Farmers have an inadequate number of seeds, limited knowledge, and are unaware of the right processing methods, and are thus unable to facilitate the supply and demand of these pigmented varieties. Hence, their production cost is high, while the yield is low and that’s the reason the general public cannot meet the expenses despite numerous advantages when compared with the regular ones.¹⁸  At the same time, many people are unaware of how much nutrition these varieties contain. It is a great supplement to malnutrition as it is abundant in zinc, iron, manganese, copper, selenium, magnesium, potassium, phosphorous, and many amino acids (specifically black wheat)²⁶  but, ironically, poor people are unable to afford them as it costs twice, thrice, or more than the common varieties depending on the country.

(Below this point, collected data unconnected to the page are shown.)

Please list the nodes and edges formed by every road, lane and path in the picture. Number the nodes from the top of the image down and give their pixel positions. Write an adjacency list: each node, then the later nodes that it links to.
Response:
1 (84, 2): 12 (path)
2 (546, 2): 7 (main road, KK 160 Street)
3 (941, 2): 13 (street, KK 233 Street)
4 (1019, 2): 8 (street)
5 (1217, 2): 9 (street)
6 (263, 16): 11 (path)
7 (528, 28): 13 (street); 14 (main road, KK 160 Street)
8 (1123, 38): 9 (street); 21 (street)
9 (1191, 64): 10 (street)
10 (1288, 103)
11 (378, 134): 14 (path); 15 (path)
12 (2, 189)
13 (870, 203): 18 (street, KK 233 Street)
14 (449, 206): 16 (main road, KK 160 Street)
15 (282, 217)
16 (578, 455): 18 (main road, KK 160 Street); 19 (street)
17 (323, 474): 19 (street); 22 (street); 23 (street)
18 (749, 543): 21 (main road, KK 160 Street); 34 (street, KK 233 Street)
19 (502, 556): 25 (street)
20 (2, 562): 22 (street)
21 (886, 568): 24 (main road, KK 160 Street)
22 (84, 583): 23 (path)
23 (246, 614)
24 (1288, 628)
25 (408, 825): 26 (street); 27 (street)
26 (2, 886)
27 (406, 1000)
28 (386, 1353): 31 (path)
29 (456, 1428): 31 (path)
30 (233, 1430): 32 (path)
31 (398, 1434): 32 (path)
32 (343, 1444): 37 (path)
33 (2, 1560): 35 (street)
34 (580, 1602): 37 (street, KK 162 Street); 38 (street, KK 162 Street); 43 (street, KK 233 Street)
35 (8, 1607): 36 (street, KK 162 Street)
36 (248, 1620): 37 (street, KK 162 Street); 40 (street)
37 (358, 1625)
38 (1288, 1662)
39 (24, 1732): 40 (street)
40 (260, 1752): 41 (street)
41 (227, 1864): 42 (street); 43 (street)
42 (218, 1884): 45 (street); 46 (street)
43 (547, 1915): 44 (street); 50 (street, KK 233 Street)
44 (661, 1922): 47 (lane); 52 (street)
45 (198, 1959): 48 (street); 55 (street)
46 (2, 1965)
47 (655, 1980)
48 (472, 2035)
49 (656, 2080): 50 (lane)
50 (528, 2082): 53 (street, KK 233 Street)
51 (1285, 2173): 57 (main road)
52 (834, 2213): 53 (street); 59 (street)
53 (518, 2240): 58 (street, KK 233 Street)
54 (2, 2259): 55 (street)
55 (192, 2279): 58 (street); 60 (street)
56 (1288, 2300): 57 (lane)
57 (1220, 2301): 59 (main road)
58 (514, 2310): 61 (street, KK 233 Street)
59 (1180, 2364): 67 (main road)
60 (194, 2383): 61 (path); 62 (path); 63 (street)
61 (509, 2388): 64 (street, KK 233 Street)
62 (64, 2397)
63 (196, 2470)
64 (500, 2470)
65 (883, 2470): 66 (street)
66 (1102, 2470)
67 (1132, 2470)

Thus, it is necessary to popularize these products with better research work into achieving a higher yield and the formation of better-performing products. There is also an expectation that the government will try to include pigmented wheat as a supplement in the mid-day meals by procuring it at a higher minimum support price (MSP).¹⁸ 

Colored wheat has attracted the attention of many, but the low yield is becoming the dragging point; hence, it is essential to provide a satisfactory yield along with the regional adaptation to the world.²⁹  Investigations are required to check the insects, pests, and disease resistance and the flexibility with the environment and the consumers. This is because the pigments degrade with heat (thermal processing techniques affect the anthocyanins content and thus the thermal stability of anthocyanins in foods is limited), change in pH, and several other environmental and chemical factors, which is a major challenge of applications of pigmented wheat in the food industry.²²  The research regarding these provides an expectation for the food industry to use colored wheat grains to develop better wheat and wheat-based products, enhancing their nutritive values.¹  Studies are still done as they can formulate into highly nutritive foods. These crops have huge sell prospects because of the potential for product development aside from the beneficial properties.⁶³ 

Pigmented wheat is usually a rich source of pigments and bioactive compounds with better nutritional and functional properties. The health benefits of colored wheats are known because of their richness in dietary fibres, carbohydrates, proteins, phytochemicals, and other micronutrients present in the outer layer, compared with white ones. However, these characteristics mainly depend on the genotypes, crop processing method, storage conditions, and environment. It acts as a food and medicine because it reduces the risk of chronic diseases. It shows that colored wheat, in all senses and purposes, is a much better food source than the normal ones. Colored wheat is much healthier, as it increases the nutritional content, such as the developed products’ anthocyanin content, than white one. A careful selection of appropriate fractionation processes is required, as most of the potent nutrients are present in the bran and germ layer. Thus, it depends on the processing method for the quality of the flour and the products developed from it. Although the pearling process is preferred over that of the roller-milling process for retaining the anthocyanins in the refined flour, further investigation is still needed. Pigmented wheat contains several nutrients and micronutrients and thus has the potential to tackle the issue of malnutrition persisting in the world. It can also benefit farmers by providing higher prices for higher yields, rather than giving higher production costs. So, there is a need to properly develop and utilize pigmented wheat and its products. Pigmented wheat has huge market potential and provides many additional features needed for commercial product development, laying the foundation for industrial use. However, research would be necessary to build out the supply chains, small- and large-scale tests could be modeled to evaluate the potential applications of pigmented wheat and whether it would compete with the normal varieties in terms of yields, function, and quality performance.